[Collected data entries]
########################################

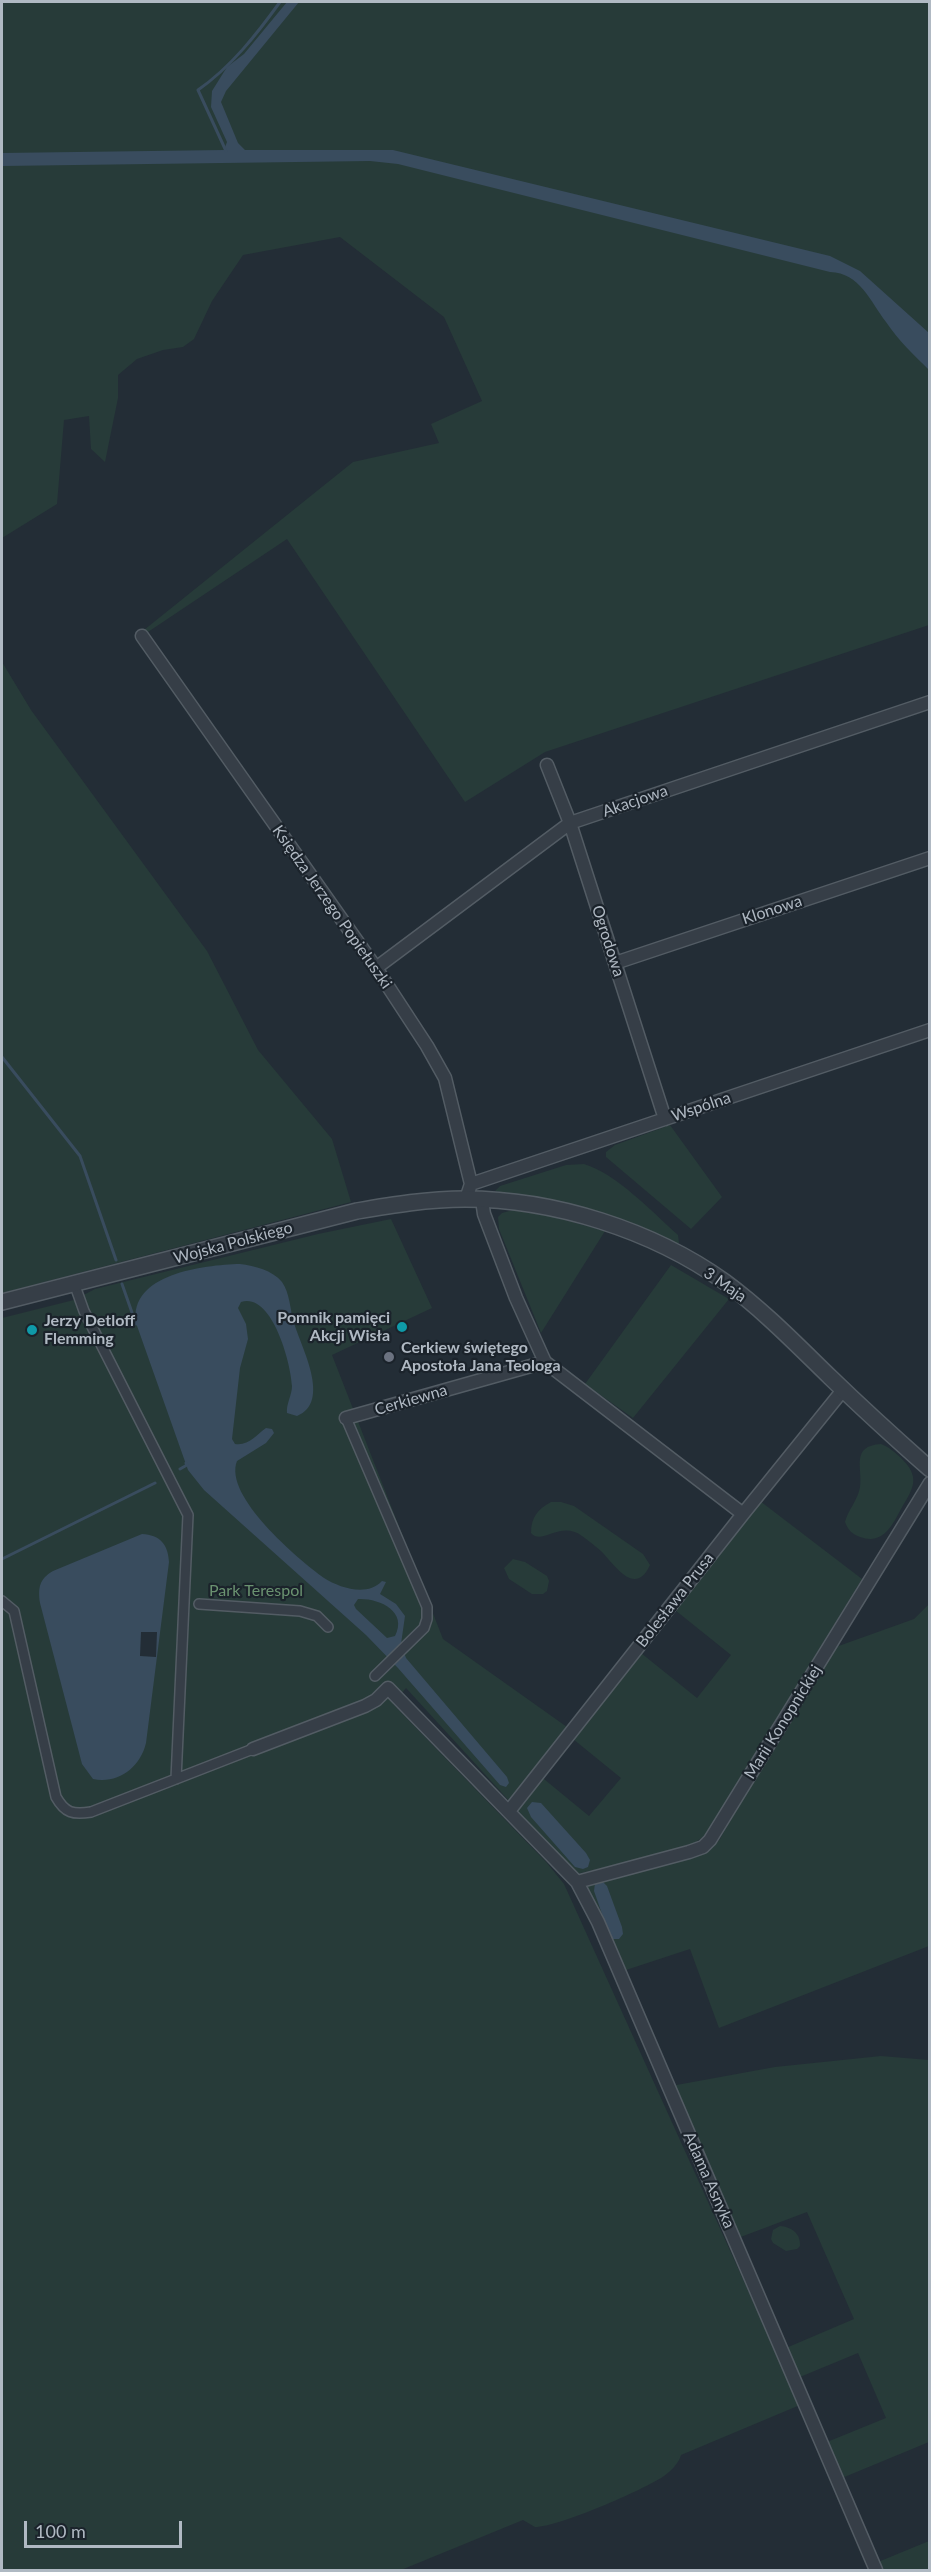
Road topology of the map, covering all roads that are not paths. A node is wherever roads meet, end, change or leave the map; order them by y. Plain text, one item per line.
1 (142, 636) dead end
2 (930, 702) edge
3 (547, 765) dead end
4 (570, 823) junction
5 (930, 858) edge
6 (615, 963) junction
7 (376, 968) junction
8 (930, 1030) edge
9 (665, 1119) junction
10 (471, 1184) junction
11 (466, 1199) junction
12 (482, 1200) junction
13 (74, 1283) junction
14 (2, 1302) edge
15 (545, 1362) junction
16 (843, 1390) junction
17 (346, 1418) joint
18 (930, 1469) edge
19 (930, 1483) edge
20 (742, 1514) junction
21 (2, 1601) edge
22 (199, 1604) dead end
23 (328, 1627) dead end
24 (375, 1676) dead end
25 (253, 1749) joint
26 (176, 1779) junction
27 (509, 1811) junction
28 (577, 1882) junction
29 (876, 2571) edge

1 - 7 street, Księdza Jerzego Popiełuszki
2 - 4 street, Akacjowa
3 - 4 street, Ogrodowa
4 - 6 street, Ogrodowa
4 - 7 street, Akacjowa
5 - 6 street, Klonowa
6 - 9 street, Ogrodowa
7 - 10 street, Księdza Jerzego Popiełuszki
8 - 9 street, Wspólna
9 - 10 street, Wspólna
10 - 11 street
11 - 12 street, 3 Maja
11 - 13 street, Wojska Polskiego
12 - 15 street
12 - 16 street, 3 Maja
13 - 14 street, Wojska Polskiego
13 - 26 street
15 - 17 street, Cerkiewna
15 - 20 street
16 - 18 street, 3 Maja
16 - 20 street, Bolesława Prusa
17 - 24 street
19 - 28 street, Marii Konopnickiej
20 - 27 street, Bolesława Prusa
21 - 26 street
22 - 23 street
25 - 26 street
25 - 27 street, Adama Asnyka
27 - 28 street, Adama Asnyka
28 - 29 street, Adama Asnyka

########################################

▶ _What this task involves_
Leaving all pictures aside, quote each record exactly.

▶ _Output of the task_
Road topology of the map, covering all roads that are not paths. A node is wherever roads meet, end, change or leave the map; order them by y. Plain text, one item per line.
1 (142, 636) dead end
2 (930, 702) edge
3 (547, 765) dead end
4 (570, 823) junction
5 (930, 858) edge
6 (615, 963) junction
7 (376, 968) junction
8 (930, 1030) edge
9 (665, 1119) junction
10 (471, 1184) junction
11 (466, 1199) junction
12 (482, 1200) junction
13 (74, 1283) junction
14 (2, 1302) edge
15 (545, 1362) junction
16 (843, 1390) junction
17 (346, 1418) joint
18 (930, 1469) edge
19 (930, 1483) edge
20 (742, 1514) junction
21 (2, 1601) edge
22 (199, 1604) dead end
23 (328, 1627) dead end
24 (375, 1676) dead end
25 (253, 1749) joint
26 (176, 1779) junction
27 (509, 1811) junction
28 (577, 1882) junction
29 (876, 2571) edge

1 - 7 street, Księdza Jerzego Popiełuszki
2 - 4 street, Akacjowa
3 - 4 street, Ogrodowa
4 - 6 street, Ogrodowa
4 - 7 street, Akacjowa
5 - 6 street, Klonowa
6 - 9 street, Ogrodowa
7 - 10 street, Księdza Jerzego Popiełuszki
8 - 9 street, Wspólna
9 - 10 street, Wspólna
10 - 11 street
11 - 12 street, 3 Maja
11 - 13 street, Wojska Polskiego
12 - 15 street
12 - 16 street, 3 Maja
13 - 14 street, Wojska Polskiego
13 - 26 street
15 - 17 street, Cerkiewna
15 - 20 street
16 - 18 street, 3 Maja
16 - 20 street, Bolesława Prusa
17 - 24 street
19 - 28 street, Marii Konopnickiej
20 - 27 street, Bolesława Prusa
21 - 26 street
22 - 23 street
25 - 26 street
25 - 27 street, Adama Asnyka
27 - 28 street, Adama Asnyka
28 - 29 street, Adama Asnyka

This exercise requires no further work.